We don’t wrestle with this issue much in Minnesota since, as I recall, we’re one of eighteen states without the death penalty. Louisiana, however, has 84 men on death row, for now. That number was supposed to have shrunk by one a couple weeks ago, but legal maneuvering stayed the case last minute. Apparently, twenty(ish) years back, a man got angry at his child for messing his drawers before church. So he drew a scalding hot bath, stripped the eight year-old boy naked and dumped him in, holding his head below the steaming surface, whapping him several times with a screwdriver to reduce the panicked struggles. One might say he tortured his boy to death in hot water; the skin blistered red when all was done. But the convicted father is not dead because, even after all legal appeals were dismissed, the country where Louisiana buys the killing drugs (Holland) passed a law banning their sale for use in legal executions. Once brought to the judge’s attention, just days away from justice(?), His Honor halted the proceedings until all could be set straight.

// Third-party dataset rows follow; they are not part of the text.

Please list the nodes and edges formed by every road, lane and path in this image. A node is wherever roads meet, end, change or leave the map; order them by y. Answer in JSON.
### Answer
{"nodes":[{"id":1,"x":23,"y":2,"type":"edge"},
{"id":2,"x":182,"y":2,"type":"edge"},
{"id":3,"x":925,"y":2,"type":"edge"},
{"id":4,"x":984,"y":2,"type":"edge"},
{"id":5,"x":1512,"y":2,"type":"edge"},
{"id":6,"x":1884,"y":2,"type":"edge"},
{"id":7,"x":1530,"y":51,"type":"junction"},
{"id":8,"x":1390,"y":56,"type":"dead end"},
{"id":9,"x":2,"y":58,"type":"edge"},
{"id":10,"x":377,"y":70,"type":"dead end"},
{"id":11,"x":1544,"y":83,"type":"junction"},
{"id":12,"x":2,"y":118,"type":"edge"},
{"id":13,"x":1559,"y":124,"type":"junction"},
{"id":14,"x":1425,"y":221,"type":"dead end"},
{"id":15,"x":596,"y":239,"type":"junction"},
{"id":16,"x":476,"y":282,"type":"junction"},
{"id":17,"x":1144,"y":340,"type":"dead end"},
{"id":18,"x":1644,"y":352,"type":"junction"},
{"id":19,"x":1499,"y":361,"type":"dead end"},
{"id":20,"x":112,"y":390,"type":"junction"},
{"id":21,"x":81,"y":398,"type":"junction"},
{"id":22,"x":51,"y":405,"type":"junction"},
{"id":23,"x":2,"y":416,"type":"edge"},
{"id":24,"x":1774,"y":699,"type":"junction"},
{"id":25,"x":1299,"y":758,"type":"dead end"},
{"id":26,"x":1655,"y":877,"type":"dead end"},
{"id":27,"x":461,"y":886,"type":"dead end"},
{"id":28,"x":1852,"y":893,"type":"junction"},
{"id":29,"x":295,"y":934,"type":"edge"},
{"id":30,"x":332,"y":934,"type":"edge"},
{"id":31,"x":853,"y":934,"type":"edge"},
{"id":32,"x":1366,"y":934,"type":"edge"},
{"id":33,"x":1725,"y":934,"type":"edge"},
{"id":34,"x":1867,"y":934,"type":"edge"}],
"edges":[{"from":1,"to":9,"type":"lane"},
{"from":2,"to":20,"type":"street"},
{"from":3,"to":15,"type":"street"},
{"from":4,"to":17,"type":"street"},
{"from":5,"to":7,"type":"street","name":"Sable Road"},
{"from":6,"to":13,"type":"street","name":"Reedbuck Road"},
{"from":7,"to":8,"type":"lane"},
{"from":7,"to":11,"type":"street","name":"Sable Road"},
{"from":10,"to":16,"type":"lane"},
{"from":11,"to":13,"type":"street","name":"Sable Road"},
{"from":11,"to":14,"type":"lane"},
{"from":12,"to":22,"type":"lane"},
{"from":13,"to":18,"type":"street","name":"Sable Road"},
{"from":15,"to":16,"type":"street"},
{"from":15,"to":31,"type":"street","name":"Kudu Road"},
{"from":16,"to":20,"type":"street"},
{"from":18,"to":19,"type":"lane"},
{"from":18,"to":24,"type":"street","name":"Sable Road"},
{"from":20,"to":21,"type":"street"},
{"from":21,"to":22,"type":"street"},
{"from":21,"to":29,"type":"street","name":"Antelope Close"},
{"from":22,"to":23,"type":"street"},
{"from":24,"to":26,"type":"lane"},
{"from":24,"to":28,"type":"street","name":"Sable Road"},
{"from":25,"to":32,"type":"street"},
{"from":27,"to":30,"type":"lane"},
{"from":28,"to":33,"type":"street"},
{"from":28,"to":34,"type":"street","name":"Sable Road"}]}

I met a man on death row this week who’d been there over twenty years, about the right amount time. I didn’t ask his name. Didn’t know yet this story. But I wonder. And if he wasn’t that particular man, he’d still probably done something else terrible. Some death row felons are innocent, of course, some the victims of racist sentencing policies and bigoted juries. But most are pedophile predators or repeat killers, folk whom many think have squandered their right to live. I’m sympathetic to that notion, to be honest; evil is hard to digest. Though when pressed to consider it fully, I’m glad we’ve abolished the death penalty in Minnesota. I don’t think it’s worth killing a couple innocent men to satisfy our longings for revenge. It costs too much. It’s infected with too many biases. And, ultimately, I don’t want us to play God.

But I get the feeling. This man committed an act that cries out desperately for restitution. Next time you pray the Lord’s Prayer, think of this sin and search your heart. Yet when he and I talked, several things came up- where we’re from, what books we like. And God. “I’m right with God,” he said. “I’ll be welcomed Home.” The radical Good News of the Gospel is that, well, he’s right. God will say, “You’re forgiven. I love you.” No death chamber can change that.

And I wonder if our faith- my faith- is big enough to say the same? Should it?